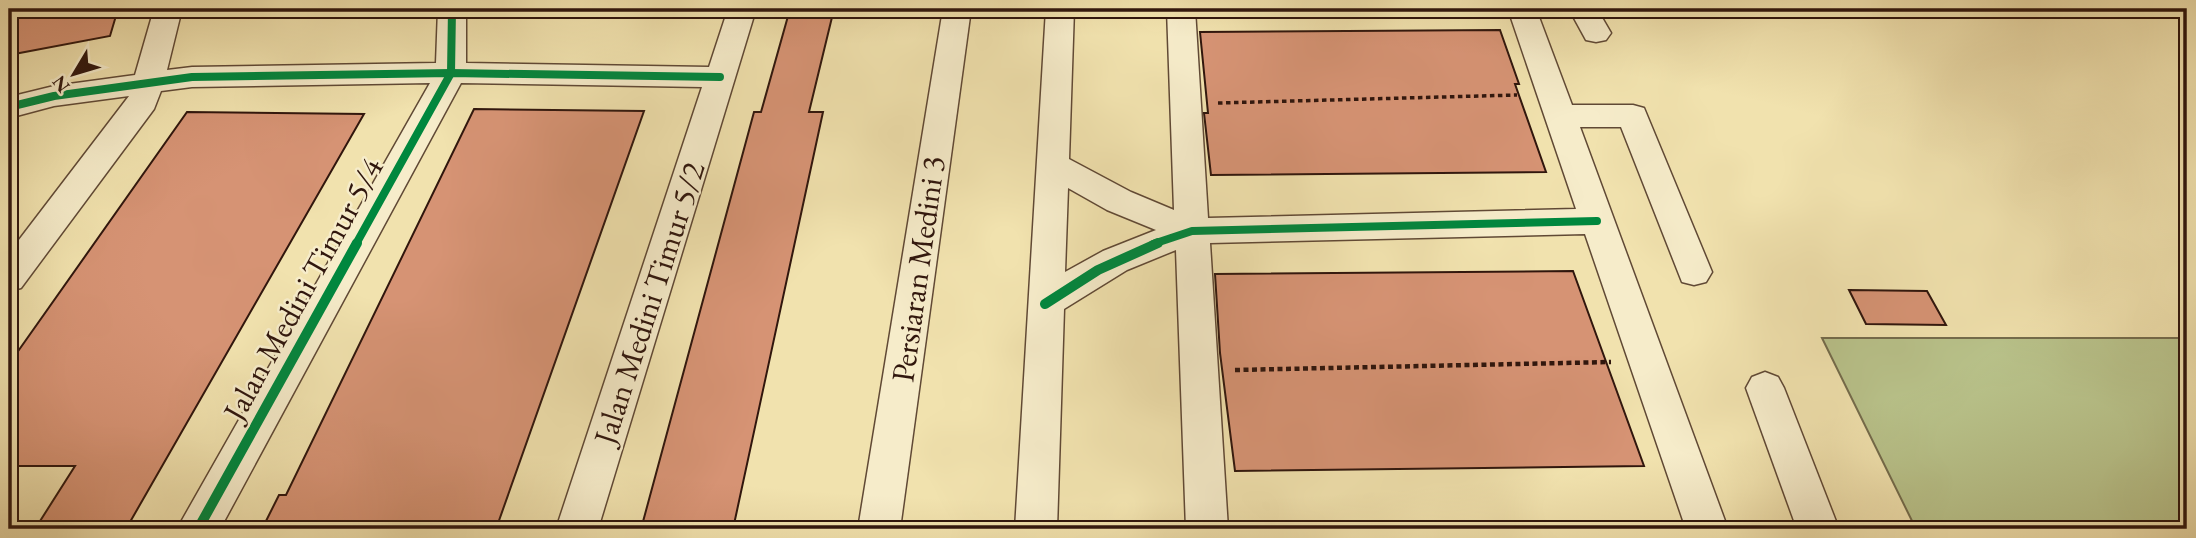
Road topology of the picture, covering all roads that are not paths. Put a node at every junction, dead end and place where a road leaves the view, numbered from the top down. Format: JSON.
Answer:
{"nodes":[{"id":1,"x":168,"y":9,"type":"edge"},
{"id":2,"x":452,"y":9,"type":"edge"},
{"id":3,"x":742,"y":9,"type":"edge"},
{"id":4,"x":957,"y":9,"type":"edge"},
{"id":5,"x":1060,"y":9,"type":"edge"},
{"id":6,"x":1181,"y":9,"type":"edge"},
{"id":7,"x":1522,"y":9,"type":"edge"},
{"id":8,"x":451,"y":73,"type":"junction"},
{"id":9,"x":720,"y":77,"type":"junction"},
{"id":10,"x":150,"y":81,"type":"junction"},
{"id":11,"x":1556,"y":105,"type":"junction"},
{"id":12,"x":9,"y":107,"type":"edge"},
{"id":13,"x":1054,"y":165,"type":"junction"},
{"id":14,"x":1597,"y":221,"type":"junction"},
{"id":15,"x":1192,"y":231,"type":"junction"},
{"id":16,"x":1694,"y":272,"type":"dead end"},
{"id":17,"x":9,"y":278,"type":"edge"},
{"id":18,"x":1045,"y":304,"type":"junction"},
{"id":19,"x":1765,"y":388,"type":"dead end"},
{"id":20,"x":198,"y":529,"type":"edge"},
{"id":21,"x":577,"y":529,"type":"edge"},
{"id":22,"x":880,"y":529,"type":"edge"},
{"id":23,"x":1036,"y":529,"type":"edge"},
{"id":24,"x":1207,"y":529,"type":"edge"},
{"id":25,"x":1707,"y":529,"type":"edge"},
{"id":26,"x":1818,"y":529,"type":"edge"}],
"edges":[{"from":1,"to":10,"type":"street"},
{"from":2,"to":8,"type":"street"},
{"from":3,"to":9,"type":"street","name":"Jalan Medini Timur 5/2"},
{"from":4,"to":22,"type":"street","name":"Persiaran Medini 3"},
{"from":5,"to":13,"type":"street"},
{"from":6,"to":15,"type":"street"},
{"from":7,"to":11,"type":"street"},
{"from":8,"to":9,"type":"street"},
{"from":8,"to":10,"type":"street"},
{"from":8,"to":20,"type":"street","name":"Jalan Medini Timur 5/4"},
{"from":9,"to":21,"type":"street","name":"Jalan Medini Timur 5/2"},
{"from":10,"to":12,"type":"street"},
{"from":10,"to":17,"type":"street"},
{"from":11,"to":14,"type":"street"},
{"from":11,"to":16,"type":"street"},
{"from":13,"to":15,"type":"street"},
{"from":13,"to":18,"type":"street"},
{"from":14,"to":15,"type":"street"},
{"from":14,"to":25,"type":"street"},
{"from":15,"to":18,"type":"street"},
{"from":15,"to":24,"type":"street"},
{"from":18,"to":23,"type":"street"},
{"from":19,"to":26,"type":"street"}]}
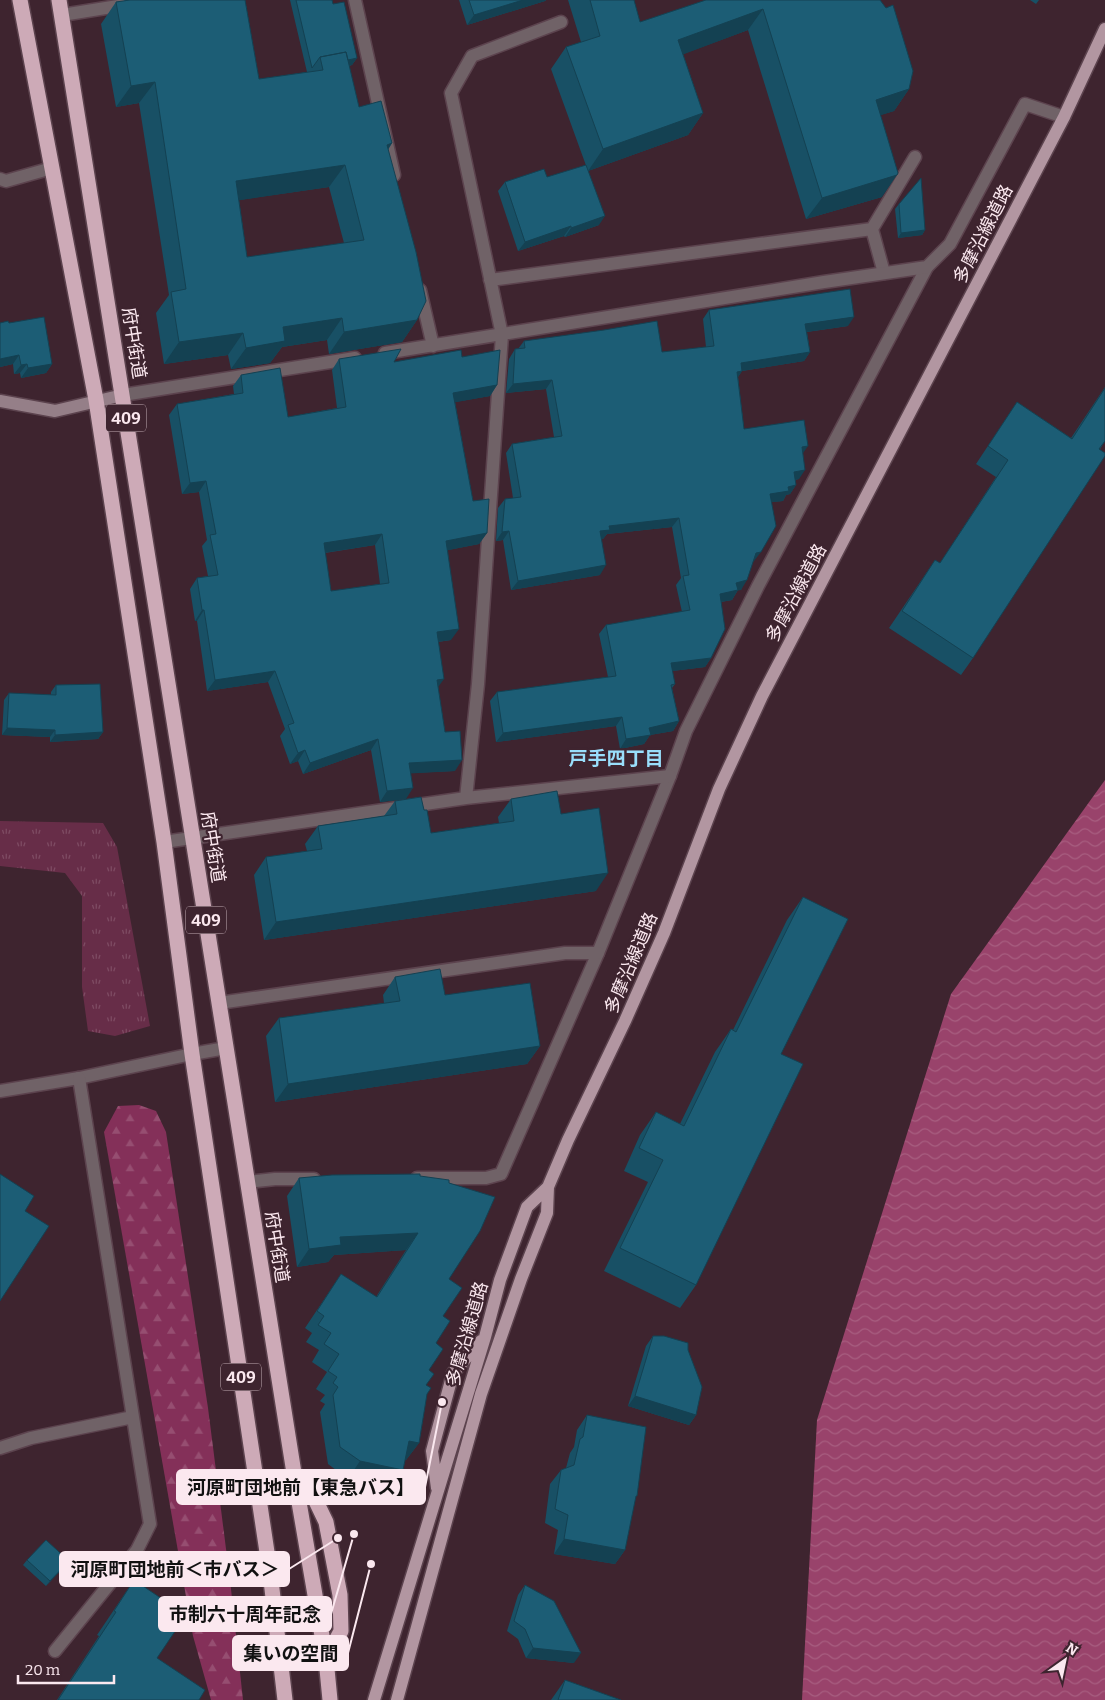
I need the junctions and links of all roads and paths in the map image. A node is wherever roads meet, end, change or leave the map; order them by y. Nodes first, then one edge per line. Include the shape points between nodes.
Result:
1 (20, 0) edge
2 (155, 0) edge
3 (354, 0) edge
4 (60, 8) edge
5 (561, 22) dead end
6 (1105, 29) edge
7 (1064, 117) junction
8 (915, 157) dead end
9 (52, 168) junction
10 (0, 179) edge
11 (396, 182) edge
12 (872, 229) junction
13 (927, 267) junction
14 (884, 273) junction
15 (418, 278) edge
16 (490, 280) junction
17 (502, 335) junction
18 (433, 346) junction
19 (123, 395) junction
20 (96, 400) junction
21 (0, 401) edge
22 (670, 776) junction
23 (466, 798) junction
24 (192, 837) junction
25 (164, 842) junction
26 (598, 953) junction
27 (219, 1003) junction
28 (226, 1048) junction
29 (192, 1054) junction
30 (79, 1078) junction
31 (0, 1091) edge
32 (408, 1178) edge
33 (330, 1179) edge
34 (248, 1182) junction
35 (548, 1187) junction
36 (485, 1337) junction
37 (133, 1417) junction
38 (0, 1448) edge
39 (294, 1473) junction
40 (438, 1493) junction
41 (55, 1651) dead end
42 (326, 1659) junction
43 (285, 1700) edge
44 (330, 1700) edge
45 (374, 1700) edge
46 (397, 1700) edge

1 - 9 highway, 409
2 - 4 street
3 - 11 street
4 - 19 highway, 府中街道 / 409
5 - 16 street via 472,56 451,93
6 - 7 main road, 多摩沿線道路
7 - 13 street via 1024,104 950,244
7 - 35 main road, 多摩沿線道路 via 762,696 719,789 664,933
8 - 12 street
9 - 10 street via 6,181
9 - 20 highway, 409
12 - 14 street
12 - 16 street
13 - 14 street
13 - 22 street via 758,586 686,731
14 - 17 street
15 - 18 street
16 - 17 street
17 - 18 street
17 - 23 street via 478,684
18 - 19 street
19 - 20 street
19 - 24 highway, 府中街道 / 409
20 - 21 street via 55,411
20 - 25 highway, 409
22 - 23 street
22 - 26 street
23 - 24 street
24 - 25 street
24 - 27 highway, 府中街道 / 409
25 - 29 highway, 409
26 - 27 street via 566,953
26 - 32 street via 501,1174 486,1178
27 - 28 highway, 府中街道 / 409
28 - 29 street
28 - 34 highway, 府中街道 / 409
29 - 30 street
29 - 43 highway, 409 via 269,1562
30 - 31 street
30 - 37 street
33 - 34 street
34 - 39 highway, 府中街道 / 409
35 - 36 main road, 多摩沿線道路 via 527,1208 500,1280
35 - 46 main road, 多摩沿線道路 via 547,1214 481,1394
36 - 40 main road, 多摩沿線道路
36 - 40 main road via 453,1373 432,1451
37 - 38 street via 31,1438
37 - 41 street via 150,1524 137,1550
39 - 42 highway, 府中街道 / 409
39 - 42 highway via 313,1495 326,1522 340,1595 341,1631
40 - 45 main road, 多摩沿線道路
42 - 44 highway, 府中街道 / 409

•••

> _WORK REQUEST_
In your copy, reproduce the data above exactly and skip every picture.

> _THE COMPLETED TASK_
Road topology of the picture, covering all roads that are not paths. Put a node at every junction, dead end and place where a road leaves the view, numbered from the top down. Format: JSON.
Answer:
{"nodes":[{"id":1,"x":168,"y":9,"type":"edge"},
{"id":2,"x":452,"y":9,"type":"edge"},
{"id":3,"x":742,"y":9,"type":"edge"},
{"id":4,"x":957,"y":9,"type":"edge"},
{"id":5,"x":1060,"y":9,"type":"edge"},
{"id":6,"x":1181,"y":9,"type":"edge"},
{"id":7,"x":1522,"y":9,"type":"edge"},
{"id":8,"x":451,"y":73,"type":"junction"},
{"id":9,"x":720,"y":77,"type":"junction"},
{"id":10,"x":150,"y":81,"type":"junction"},
{"id":11,"x":1556,"y":105,"type":"junction"},
{"id":12,"x":9,"y":107,"type":"edge"},
{"id":13,"x":1054,"y":165,"type":"junction"},
{"id":14,"x":1597,"y":221,"type":"junction"},
{"id":15,"x":1192,"y":231,"type":"junction"},
{"id":16,"x":1694,"y":272,"type":"dead end"},
{"id":17,"x":9,"y":278,"type":"edge"},
{"id":18,"x":1045,"y":304,"type":"junction"},
{"id":19,"x":1765,"y":388,"type":"dead end"},
{"id":20,"x":198,"y":529,"type":"edge"},
{"id":21,"x":577,"y":529,"type":"edge"},
{"id":22,"x":880,"y":529,"type":"edge"},
{"id":23,"x":1036,"y":529,"type":"edge"},
{"id":24,"x":1207,"y":529,"type":"edge"},
{"id":25,"x":1707,"y":529,"type":"edge"},
{"id":26,"x":1818,"y":529,"type":"edge"}],
"edges":[{"from":1,"to":10,"type":"street"},
{"from":2,"to":8,"type":"street"},
{"from":3,"to":9,"type":"street","name":"Jalan Medini Timur 5/2"},
{"from":4,"to":22,"type":"street","name":"Persiaran Medini 3"},
{"from":5,"to":13,"type":"street"},
{"from":6,"to":15,"type":"street"},
{"from":7,"to":11,"type":"street"},
{"from":8,"to":9,"type":"street"},
{"from":8,"to":10,"type":"street"},
{"from":8,"to":20,"type":"street","name":"Jalan Medini Timur 5/4"},
{"from":9,"to":21,"type":"street","name":"Jalan Medini Timur 5/2"},
{"from":10,"to":12,"type":"street"},
{"from":10,"to":17,"type":"street"},
{"from":11,"to":14,"type":"street"},
{"from":11,"to":16,"type":"street"},
{"from":13,"to":15,"type":"street"},
{"from":13,"to":18,"type":"street"},
{"from":14,"to":15,"type":"street"},
{"from":14,"to":25,"type":"street"},
{"from":15,"to":18,"type":"street"},
{"from":15,"to":24,"type":"street"},
{"from":18,"to":23,"type":"street"},
{"from":19,"to":26,"type":"street"}]}
I need the junctions and links of all roads and paths in the map image. A node is wherever roads meet, end, change or leave the map; order them by y. Nodes first, then one edge per line. Include the shape points between nodes.
Result:
1 (20, 0) edge
2 (155, 0) edge
3 (354, 0) edge
4 (60, 8) edge
5 (561, 22) dead end
6 (1105, 29) edge
7 (1064, 117) junction
8 (915, 157) dead end
9 (52, 168) junction
10 (0, 179) edge
11 (396, 182) edge
12 (872, 229) junction
13 (927, 267) junction
14 (884, 273) junction
15 (418, 278) edge
16 (490, 280) junction
17 (502, 335) junction
18 (433, 346) junction
19 (123, 395) junction
20 (96, 400) junction
21 (0, 401) edge
22 (670, 776) junction
23 (466, 798) junction
24 (192, 837) junction
25 (164, 842) junction
26 (598, 953) junction
27 (219, 1003) junction
28 (226, 1048) junction
29 (192, 1054) junction
30 (79, 1078) junction
31 (0, 1091) edge
32 (408, 1178) edge
33 (330, 1179) edge
34 (248, 1182) junction
35 (548, 1187) junction
36 (485, 1337) junction
37 (133, 1417) junction
38 (0, 1448) edge
39 (294, 1473) junction
40 (438, 1493) junction
41 (55, 1651) dead end
42 (326, 1659) junction
43 (285, 1700) edge
44 (330, 1700) edge
45 (374, 1700) edge
46 (397, 1700) edge

1 - 9 highway, 409
2 - 4 street
3 - 11 street
4 - 19 highway, 府中街道 / 409
5 - 16 street via 472,56 451,93
6 - 7 main road, 多摩沿線道路
7 - 13 street via 1024,104 950,244
7 - 35 main road, 多摩沿線道路 via 762,696 719,789 664,933
8 - 12 street
9 - 10 street via 6,181
9 - 20 highway, 409
12 - 14 street
12 - 16 street
13 - 14 street
13 - 22 street via 758,586 686,731
14 - 17 street
15 - 18 street
16 - 17 street
17 - 18 street
17 - 23 street via 478,684
18 - 19 street
19 - 20 street
19 - 24 highway, 府中街道 / 409
20 - 21 street via 55,411
20 - 25 highway, 409
22 - 23 street
22 - 26 street
23 - 24 street
24 - 25 street
24 - 27 highway, 府中街道 / 409
25 - 29 highway, 409
26 - 27 street via 566,953
26 - 32 street via 501,1174 486,1178
27 - 28 highway, 府中街道 / 409
28 - 29 street
28 - 34 highway, 府中街道 / 409
29 - 30 street
29 - 43 highway, 409 via 269,1562
30 - 31 street
30 - 37 street
33 - 34 street
34 - 39 highway, 府中街道 / 409
35 - 36 main road, 多摩沿線道路 via 527,1208 500,1280
35 - 46 main road, 多摩沿線道路 via 547,1214 481,1394
36 - 40 main road, 多摩沿線道路
36 - 40 main road via 453,1373 432,1451
37 - 38 street via 31,1438
37 - 41 street via 150,1524 137,1550
39 - 42 highway, 府中街道 / 409
39 - 42 highway via 313,1495 326,1522 340,1595 341,1631
40 - 45 main road, 多摩沿線道路
42 - 44 highway, 府中街道 / 409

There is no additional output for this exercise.